### WORK TO BE COMPLETED
Each line below with the word "Martim" needs to be copied.

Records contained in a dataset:
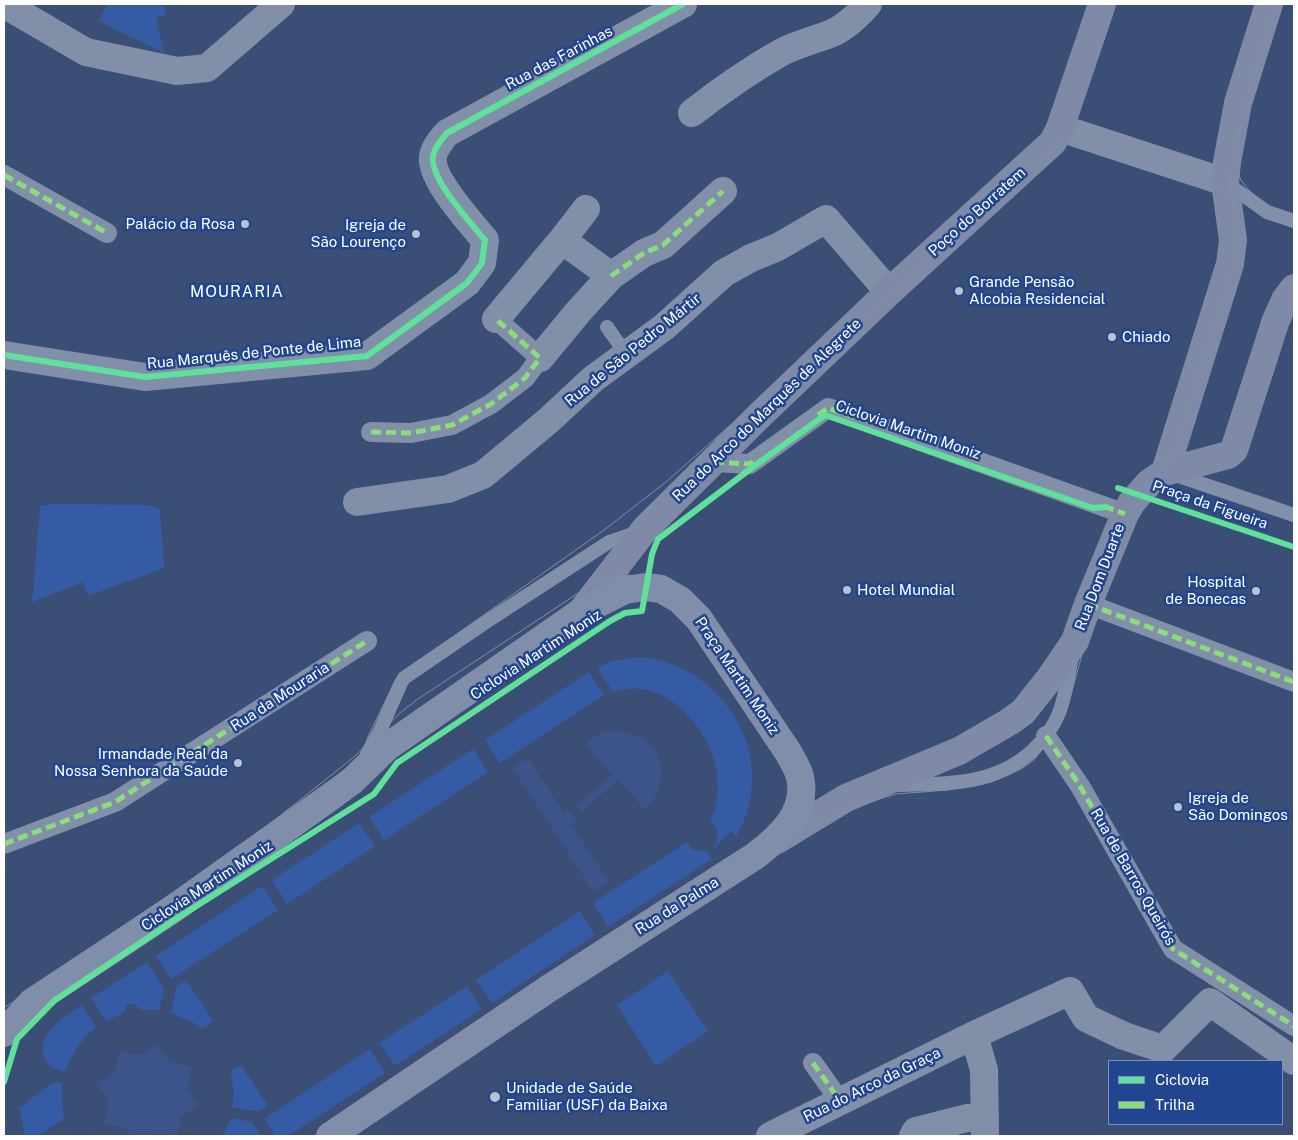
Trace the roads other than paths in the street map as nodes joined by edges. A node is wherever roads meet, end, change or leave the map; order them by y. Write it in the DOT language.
graph roads {
  1 [pos="4,4"];
  2 [pos="281,4"];
  3 [pos="683,4"];
  4 [pos="868,4"];
  5 [pos="1102,4"];
  6 [pos="1269,4"];
  7 [pos="698,108"];
  8 [pos="1060,128"];
  9 [pos="4,175"];
  10 [pos="1225,182"];
  11 [pos="722,191"];
  12 [pos="586,209"];
  13 [pos="1294,221"];
  14 [pos="107,233"];
  15 [pos="485,240"];
  16 [pos="562,240"];
  17 [pos="611,276"];
  18 [pos="1294,288"];
  19 [pos="889,292"];
  20 [pos="496,319"];
  21 [pos="608,327"];
  22 [pos="626,354"];
  23 [pos="4,355"];
  24 [pos="540,358"];
  25 [pos="370,432"];
  26 [pos="714,462"];
  27 [pos="1165,472"];
  28 [pos="357,502"];
  29 [pos="1125,514"];
  30 [pos="1294,514"];
  31 [pos="645,529"];
  32 [pos="1088,604"];
  33 [pos="581,612"];
  34 [pos="368,641"];
  35 [pos="1076,641"];
  36 [pos="1294,682"];
  37 [pos="1036,698"];
  38 [pos="1046,736"];
  39 [pos="352,781"];
  40 [pos="876,786"];
  41 [pos="777,840"];
  42 [pos="4,844"];
  43 [pos="1294,1026"];
  44 [pos="4,1033"];
  45 [pos="974,1035"];
  46 [pos="1294,1061"];
  47 [pos="813,1063"];
  48 [pos="840,1101"];
  49 [pos="985,1127"];
  50 [pos="330,1136"];
  51 [pos="770,1136"];
  52 [pos="913,1136"];
  1 -- 2 [label="street"];
  3 -- 15 [label="street, Rua das Farinhas"];
  4 -- 7 [label="street"];
  5 -- 8 [label="main road, Poço do Borratem"];
  6 -- 10 [label="main road, Praça da Figueira"];
  8 -- 10 [label="street"];
  8 -- 19 [label="main road, Poço do Borratem"];
  9 -- 14 [label="street"];
  10 -- 13 [label="lane"];
  10 -- 27 [label="main road, Praça da Figueira"];
  11 -- 17 [label="street"];
  12 -- 16 [label="street"];
  15 -- 23 [label="street, Rua Marquês de Ponte de Lima"];
  16 -- 17 [label="street"];
  16 -- 20 [label="street"];
  17 -- 24 [label="street"];
  18 -- 27 [label="main road, Praça da Figueira"];
  19 -- 22 [label="street, Rua de São Pedro Mártir"];
  19 -- 26 [label="main road, Rua do Arco do Marquês de Alegrete"];
  20 -- 24 [label="street"];
  21 -- 22 [label="lane"];
  22 -- 28 [label="street, Rua de São Pedro Mártir"];
  24 -- 25 [label="street"];
  26 -- 29 [label="street"];
  26 -- 31 [label="main road, Rua do Arco do Marquês de Alegrete"];
  27 -- 29 [label="main road, Praça da Figueira"];
  27 -- 30 [label="lane, Praça da Figueira"];
  29 -- 32 [label="main road, Rua Dom Duarte"];
  31 -- 33 [label="main road, Rua do Arco do Marquês de Alegrete"];
  31 -- 39 [label="lane, Rua do Arco do Marquês de Alegrete"];
  32 -- 35 [label="main road, Rua Dom Duarte"];
  32 -- 36 [label="street"];
  33 -- 39 [label="main road, Praça Martim Moniz"];
  33 -- 41 [label="main road, Praça Martim Moniz"];
  34 -- 42 [label="street, Rua da Mouraria"];
  35 -- 37 [label="main road, Rua Dom Duarte"];
  35 -- 38 [label="lane, Rua Dom Duarte"];
  37 -- 40 [label="main road, Rua da Palma"];
  38 -- 40 [label="lane, Rua Dom Duarte"];
  38 -- 43 [label="street, Rua de Barros Queirós"];
  39 -- 44 [label="main road, Praça Martim Moniz"];
  40 -- 41 [label="main road, Rua da Palma"];
  41 -- 50 [label="main road, Rua da Palma"];
  45 -- 46 [label="street, Rua do Arco da Graça"];
  45 -- 48 [label="street, Rua do Arco da Graça"];
  45 -- 49 [label="street"];
  47 -- 48 [label="street"];
  48 -- 51 [label="street, Rua do Arco da Graça"];
  49 -- 52 [label="street"];
}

### WRITTEN SOLUTION
  33 -- 39 [label="main road, Praça Martim Moniz"];
  33 -- 41 [label="main road, Praça Martim Moniz"];
  39 -- 44 [label="main road, Praça Martim Moniz"];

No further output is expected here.